Task statement
Go through the data below and gather each line containing "Tintern".

Segment Start: Entries shown

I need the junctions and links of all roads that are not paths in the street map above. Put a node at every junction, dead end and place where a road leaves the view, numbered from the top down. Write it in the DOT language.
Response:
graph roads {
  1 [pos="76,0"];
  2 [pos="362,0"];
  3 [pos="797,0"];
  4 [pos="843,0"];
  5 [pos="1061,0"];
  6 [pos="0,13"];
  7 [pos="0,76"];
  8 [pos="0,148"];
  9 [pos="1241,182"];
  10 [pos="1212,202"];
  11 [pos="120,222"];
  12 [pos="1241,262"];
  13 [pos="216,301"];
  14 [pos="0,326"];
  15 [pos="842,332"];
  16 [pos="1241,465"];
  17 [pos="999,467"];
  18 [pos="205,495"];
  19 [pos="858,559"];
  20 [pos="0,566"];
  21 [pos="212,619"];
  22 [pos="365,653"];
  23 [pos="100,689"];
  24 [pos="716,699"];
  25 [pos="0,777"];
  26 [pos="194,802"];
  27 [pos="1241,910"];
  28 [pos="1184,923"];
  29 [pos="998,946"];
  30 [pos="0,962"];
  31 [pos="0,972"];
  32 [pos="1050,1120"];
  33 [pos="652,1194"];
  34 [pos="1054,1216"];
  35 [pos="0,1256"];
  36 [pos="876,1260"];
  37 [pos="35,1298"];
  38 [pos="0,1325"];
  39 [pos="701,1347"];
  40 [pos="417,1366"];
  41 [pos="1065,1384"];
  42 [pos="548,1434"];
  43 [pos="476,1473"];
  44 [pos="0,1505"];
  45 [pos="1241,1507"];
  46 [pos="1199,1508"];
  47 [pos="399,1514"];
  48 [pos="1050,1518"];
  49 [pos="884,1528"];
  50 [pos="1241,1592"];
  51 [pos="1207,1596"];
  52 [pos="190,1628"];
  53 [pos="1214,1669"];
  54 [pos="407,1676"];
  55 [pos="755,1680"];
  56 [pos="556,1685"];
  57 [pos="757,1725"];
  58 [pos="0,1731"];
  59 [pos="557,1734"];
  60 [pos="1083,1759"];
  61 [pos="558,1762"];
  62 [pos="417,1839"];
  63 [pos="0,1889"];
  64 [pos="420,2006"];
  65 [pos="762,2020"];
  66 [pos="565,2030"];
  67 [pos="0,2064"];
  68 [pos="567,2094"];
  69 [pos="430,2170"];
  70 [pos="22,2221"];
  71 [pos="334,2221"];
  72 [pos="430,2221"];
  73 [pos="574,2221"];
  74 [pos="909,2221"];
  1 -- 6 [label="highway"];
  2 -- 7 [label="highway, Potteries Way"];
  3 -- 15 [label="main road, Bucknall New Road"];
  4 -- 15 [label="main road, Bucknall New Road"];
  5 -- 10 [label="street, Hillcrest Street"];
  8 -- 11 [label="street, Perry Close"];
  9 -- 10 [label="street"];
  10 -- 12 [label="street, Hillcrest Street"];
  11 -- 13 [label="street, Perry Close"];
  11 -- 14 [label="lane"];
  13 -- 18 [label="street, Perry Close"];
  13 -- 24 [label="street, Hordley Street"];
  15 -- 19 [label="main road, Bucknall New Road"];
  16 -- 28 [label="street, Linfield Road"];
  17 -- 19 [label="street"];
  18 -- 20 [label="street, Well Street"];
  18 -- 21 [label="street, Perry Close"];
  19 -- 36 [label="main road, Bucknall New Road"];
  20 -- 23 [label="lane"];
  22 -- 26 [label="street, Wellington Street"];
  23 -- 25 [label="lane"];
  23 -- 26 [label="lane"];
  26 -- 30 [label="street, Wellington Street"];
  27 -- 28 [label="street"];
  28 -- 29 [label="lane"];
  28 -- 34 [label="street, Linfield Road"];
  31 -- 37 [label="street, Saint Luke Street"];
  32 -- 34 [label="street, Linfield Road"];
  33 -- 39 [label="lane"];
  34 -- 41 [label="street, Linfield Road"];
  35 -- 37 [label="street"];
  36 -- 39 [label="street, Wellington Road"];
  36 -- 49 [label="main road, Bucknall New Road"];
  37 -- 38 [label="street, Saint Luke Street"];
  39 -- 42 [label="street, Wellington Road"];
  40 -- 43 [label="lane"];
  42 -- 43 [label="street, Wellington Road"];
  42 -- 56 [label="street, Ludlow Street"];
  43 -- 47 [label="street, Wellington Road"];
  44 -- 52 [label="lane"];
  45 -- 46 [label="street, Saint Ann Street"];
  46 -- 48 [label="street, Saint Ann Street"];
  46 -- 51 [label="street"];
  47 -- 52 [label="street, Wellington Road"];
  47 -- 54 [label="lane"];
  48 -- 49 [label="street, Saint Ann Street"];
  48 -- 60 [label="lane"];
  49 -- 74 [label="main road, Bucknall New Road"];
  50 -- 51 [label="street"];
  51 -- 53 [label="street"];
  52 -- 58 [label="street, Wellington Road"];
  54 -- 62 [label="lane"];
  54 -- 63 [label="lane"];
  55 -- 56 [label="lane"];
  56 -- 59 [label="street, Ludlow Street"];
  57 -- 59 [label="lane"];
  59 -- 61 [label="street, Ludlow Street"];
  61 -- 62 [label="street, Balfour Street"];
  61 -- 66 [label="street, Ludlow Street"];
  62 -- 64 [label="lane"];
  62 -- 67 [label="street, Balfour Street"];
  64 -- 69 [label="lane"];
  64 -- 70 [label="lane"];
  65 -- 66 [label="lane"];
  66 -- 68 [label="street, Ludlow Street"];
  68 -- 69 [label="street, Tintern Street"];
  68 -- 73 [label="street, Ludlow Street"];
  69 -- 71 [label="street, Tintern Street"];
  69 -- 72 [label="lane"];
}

Segment End: Entries shown

Output for this task
  68 -- 69 [label="street, Tintern Street"];
  69 -- 71 [label="street, Tintern Street"];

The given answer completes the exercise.